The moment of revelation has arrived. According to The Plan, as explained by Mr. Richardson (John Slattery as the soul of corporate cog-dom), Elise will prevent David from becoming President because shw will make him content with what he has. Elise will never become a superstar innovator of modern dance for the same reason. Though it become obvious that while Mr. Richardson and the others have powers not granted to mere mortals, they dont know the reasons behind the reasons. Mr. Richardson also not forthcoming about who they are, except to say that theyve been called angels from time to time. Hes very forthcoming, though, about what will happen to David if he ever tells anyone what hes seen: his mind will be wiped clean. His friends will think hes gone crazy, which is probably what would happen anyway if David started telling them that the world is being controlled by unseen angels in fedoras. It will also mean calling in Mr. Thompsen (a dispassionately creepy Terrence Stamp)
The idea of free will is handled with a mysteriously tantalizing complexity throughout. If the landscape is not as bleak as in many Dick stories, there is no skimping of the notion that none of us is able to really be or do what we want. From Davids parsing of how his appearance, down to the proper amount of scuffing of his shoes, is dictated by consultants trying to ingratiate him with the most voters, to whether or not the disruption of The Plan isnt part of a larger one, there is the sticky notion that all is not what it seems. In fact, most of it isnt. Why exactly was Mr. Mitchell, suffering a job burn-out of millennial proportions and wonderfully realized with a wistful tenderness by Mackie, late for his appointment with Davids coffee? Added to that is the heaping sense of weltschemerz experienced by the adjustors themselves, carping over plum assignments and burning out over their middle-men status of carrying out orders but not being privy to the whys of it all.
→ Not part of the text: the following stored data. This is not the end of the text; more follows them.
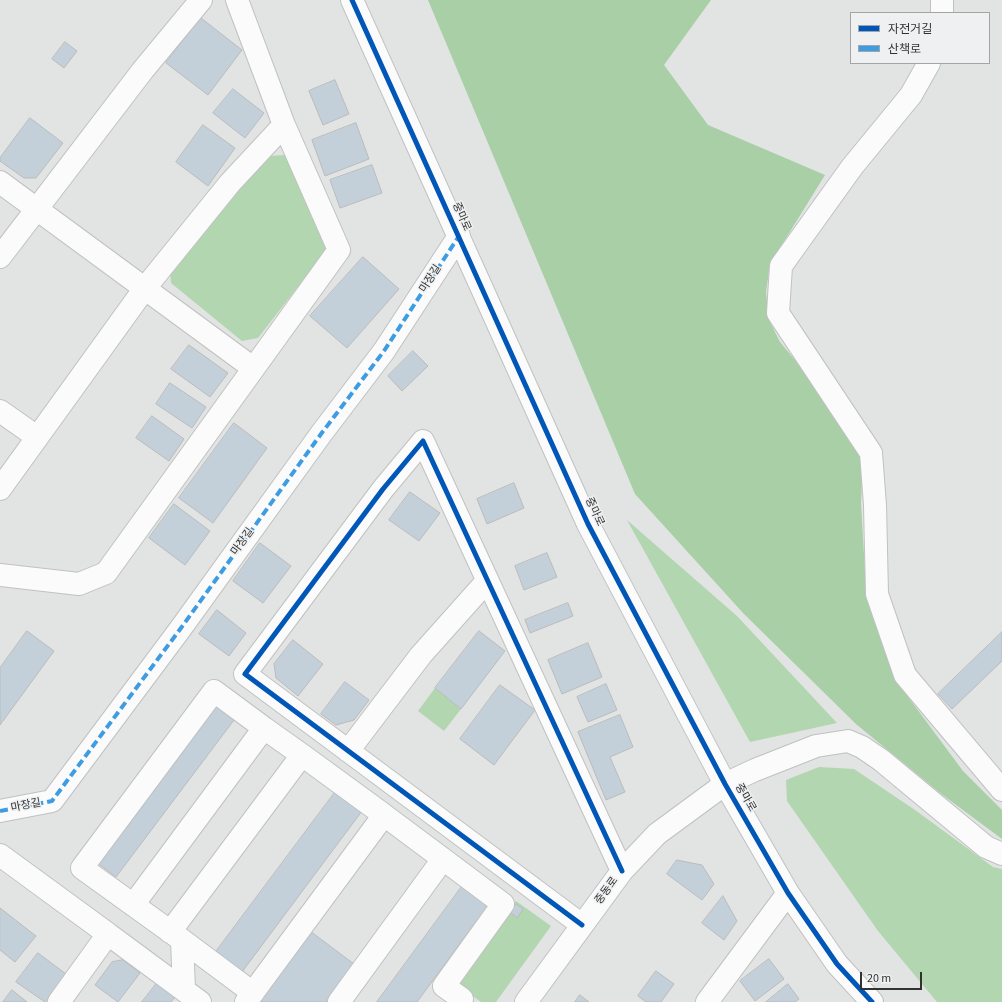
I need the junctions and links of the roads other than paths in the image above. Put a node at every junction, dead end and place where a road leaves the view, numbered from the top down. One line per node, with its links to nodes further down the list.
1 (201, 0): 9 (street)
2 (237, 0): 7 (street)
3 (352, 0): 10 (street, 중마로)
4 (942, 0): 5 (street)
5 (942, 12)
6 (928, 64): 23 (street)
7 (284, 125): 12 (street); 13 (street)
8 (0, 182): 9 (street)
9 (36, 208): 11 (street); 12 (street)
10 (459, 236): 22 (street, 중마로); 24 (street, 마장길)
11 (0, 258)
12 (145, 288): 13 (street); 15 (street)
13 (253, 368): 17 (street)
14 (0, 411): 15 (street)
15 (37, 437): 16 (street)
16 (0, 489)
17 (0, 574)
18 (487, 581): 20 (street); 20 (street); 29 (street)
19 (264, 728): 21 (street); 31 (street); 31 (street)
20 (348, 751): 32 (street)
21 (302, 755): 25 (street); 34 (street)
22 (726, 784): 26 (street, 중동로); 29 (street, 중동로); 30 (street, 중마로)
23 (1002, 790)
24 (0, 811)
25 (384, 815): 28 (street); 36 (street)
26 (1002, 854)
27 (0, 855): 33 (street)
28 (443, 859): 39 (street); 40 (street)
29 (622, 871): 32 (street, 중동로)
30 (788, 893): 37 (street); 42 (street, 중마로)
31 (133, 905): 34 (street)
32 (582, 925): 41 (street, 중동로)
33 (108, 934): 35 (street); 38 (street)
34 (176, 936): 35 (street); 36 (street)
35 (192, 996)
36 (250, 997)
37 (714, 999)
38 (59, 1002)
39 (339, 1002)
40 (460, 1002)
41 (526, 1002)
42 (872, 1002)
The direction is crisp, the love story that takes center stage compelling with its attractive, strong-willed couple, and that snazzy trick of walking through a door in downtown Manhattan and exiting at the base of the Statue of Liberty is cool. Focusing on that romance is a very smart decision, raising the stakes in a time-honored fashion with a couple that is savvy, clever, and not at all a certain thing, given the manipulation being used against them. Damons innate boyish charm is used to excellent advantage as the ambitious politician with an admirable moral compass and a streak of romanticism. Blunt is intelligent, tough-minded, and completely credible as a dancer as ambitious as her paramour. The chemistry is less sexual, though they dont lack that, than it is a meeting of souls.
As a philosophical dialectic masquerading as a thriller, THE ADJUSTMENT BUREAU works on many levels, and equally well on each of them. This is a film that demands that both heart and mind be engaged at all times.